Generational Discovery Divides

How Europeans find new music reveals a second societal fracture. Among adults under 50, streaming platforms dominate music discovery, rated as important by over three-fourths of respondents. But for those over 60, radio remains king. Manual searches for familiar artists are used by 90% of 16-39 year-olds but only 53% of those over 70. Creating personal playlists follows similar patterns: 87% of young adults versus 46% of seniors. These aren’t merely preferences—they represent diverging pathways through musical life, with implications for which artists get discovered, which genres circulate, and whose music gets heard.

 

What Else Does the Data Cover?

The survey examines numerous dimensions of musical life: engagement with live and recorded music, music education (formal and informal), music discovery, music and social/cultural life, music and politics, music and human rights, music and health/wellbeing, music and sustainable development, and musical creation (both non-commercial and commercial).

Each section reveals patterns of engagement, barriers to access, and policy priorities. For example, there is a clear, cross-national consensus on the right to music education: between 64% (Poland) and 69% (Italy) of respondents across all five CAWI countries believe music education should be universal and free. Opposition is minimal everywhere—between 3-7%.

Yet this consensus exists alongside an uneven reality. School-based music education ranges from 48% participation in France to 79% in Poland at the primary level, with dramatic drop-offs in many countries by secondary school. And the most commonly taught subjects—basic music theory (68%), Western classical music (41%), and traditional folk music (37%)—suggest that curricula may not reflect the diverse musical practices that Europeans encounter in their daily lives.

 

Smarter Policy Through Data Fusion

Our survey findings aren’t stand-alone statistics. When taken together—and merged with other data collected in OpenMusE—they offer evidence for policy debates on how to ensure that Europe’s music landscapes and economies alike flourish amidst disruptive change.

For instance: the survey found that 55% of respondents support offering concert vouchers for students and the underprivileged. Sounds like charity. But in parallel, we found that concertgoers—even students—spend a lot of money on food and drink, merchandise, travel, and hospitality (for more, see our valuation study). By combining these spending figures with data on concert attendance and on the interrelation of economic sectors, we found that ticket sales represent under half of live music’s total economic impact. Suddenly, our data point on concert vouchers looks less like charity than stimulus: each euro invested by a member state in concert vouchers could drive considerable commercial activity across hospitality, transport, and retail. Just the kind of smart intervention the Competitiveness Compass recommends.
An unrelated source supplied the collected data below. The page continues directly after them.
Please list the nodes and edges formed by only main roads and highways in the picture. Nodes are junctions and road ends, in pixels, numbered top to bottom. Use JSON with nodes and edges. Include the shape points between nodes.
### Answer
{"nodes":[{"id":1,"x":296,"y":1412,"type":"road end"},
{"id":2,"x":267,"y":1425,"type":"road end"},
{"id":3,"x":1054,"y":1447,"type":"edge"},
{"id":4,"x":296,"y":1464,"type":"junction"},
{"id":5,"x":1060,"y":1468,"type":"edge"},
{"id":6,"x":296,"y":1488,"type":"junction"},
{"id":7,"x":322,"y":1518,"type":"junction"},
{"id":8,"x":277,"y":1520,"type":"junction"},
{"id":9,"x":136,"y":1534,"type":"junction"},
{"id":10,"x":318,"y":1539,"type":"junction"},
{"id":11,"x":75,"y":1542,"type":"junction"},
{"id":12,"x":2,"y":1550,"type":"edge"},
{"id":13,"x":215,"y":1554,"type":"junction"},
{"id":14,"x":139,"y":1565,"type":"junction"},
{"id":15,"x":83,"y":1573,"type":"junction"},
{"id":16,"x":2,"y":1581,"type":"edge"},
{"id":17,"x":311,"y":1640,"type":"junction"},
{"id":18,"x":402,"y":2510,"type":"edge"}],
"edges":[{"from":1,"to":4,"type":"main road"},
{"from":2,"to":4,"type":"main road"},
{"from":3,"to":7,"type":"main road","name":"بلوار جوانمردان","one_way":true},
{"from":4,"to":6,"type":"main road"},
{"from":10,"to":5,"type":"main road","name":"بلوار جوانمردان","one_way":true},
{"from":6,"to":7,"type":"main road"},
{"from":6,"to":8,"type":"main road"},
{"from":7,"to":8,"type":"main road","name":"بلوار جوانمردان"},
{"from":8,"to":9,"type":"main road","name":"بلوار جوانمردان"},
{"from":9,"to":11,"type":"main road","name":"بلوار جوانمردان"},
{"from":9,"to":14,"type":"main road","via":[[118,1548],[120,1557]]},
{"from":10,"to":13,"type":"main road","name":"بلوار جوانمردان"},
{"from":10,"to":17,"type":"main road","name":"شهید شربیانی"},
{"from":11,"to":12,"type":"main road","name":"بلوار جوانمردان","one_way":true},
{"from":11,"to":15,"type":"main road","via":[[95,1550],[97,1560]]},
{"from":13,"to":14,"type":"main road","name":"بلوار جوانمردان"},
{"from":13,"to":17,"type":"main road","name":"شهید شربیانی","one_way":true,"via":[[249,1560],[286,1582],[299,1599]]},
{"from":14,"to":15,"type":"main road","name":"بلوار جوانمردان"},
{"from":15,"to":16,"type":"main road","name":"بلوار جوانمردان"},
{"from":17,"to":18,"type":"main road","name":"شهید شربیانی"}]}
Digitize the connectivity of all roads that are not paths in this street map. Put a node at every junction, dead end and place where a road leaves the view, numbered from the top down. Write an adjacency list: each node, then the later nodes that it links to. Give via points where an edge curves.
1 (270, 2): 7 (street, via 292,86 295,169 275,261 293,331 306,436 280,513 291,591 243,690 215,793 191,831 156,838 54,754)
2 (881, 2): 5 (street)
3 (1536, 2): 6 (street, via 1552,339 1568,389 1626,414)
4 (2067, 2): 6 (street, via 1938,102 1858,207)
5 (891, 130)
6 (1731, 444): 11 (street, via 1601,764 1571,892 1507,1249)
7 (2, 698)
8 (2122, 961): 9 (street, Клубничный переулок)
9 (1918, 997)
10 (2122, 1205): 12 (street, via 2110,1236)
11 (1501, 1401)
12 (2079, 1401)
This is one example of why cultural participation data isn’t only academic—it’s a core foundation for understanding and leveraging music’s true value.

 

Open Questions? Open Access

All survey data, documentation, and an interactive dashboard are freely available. The online sample dashboard enables exploration of key findings across countries and demographics. Full data and methodological documentation will be available at https://github.com/openmusiceurope by April 1st, 2026.

The survey was driven by urgent questions: How do we…

  • Ensure that music remains a public good, accessible to all within society?
  • Maintain diverse representation and discovery in an algorithmic age?
  • Help under-resourced local music scenes not only survive, but flourish?

Now, we have an evidence base to answer these questions and more.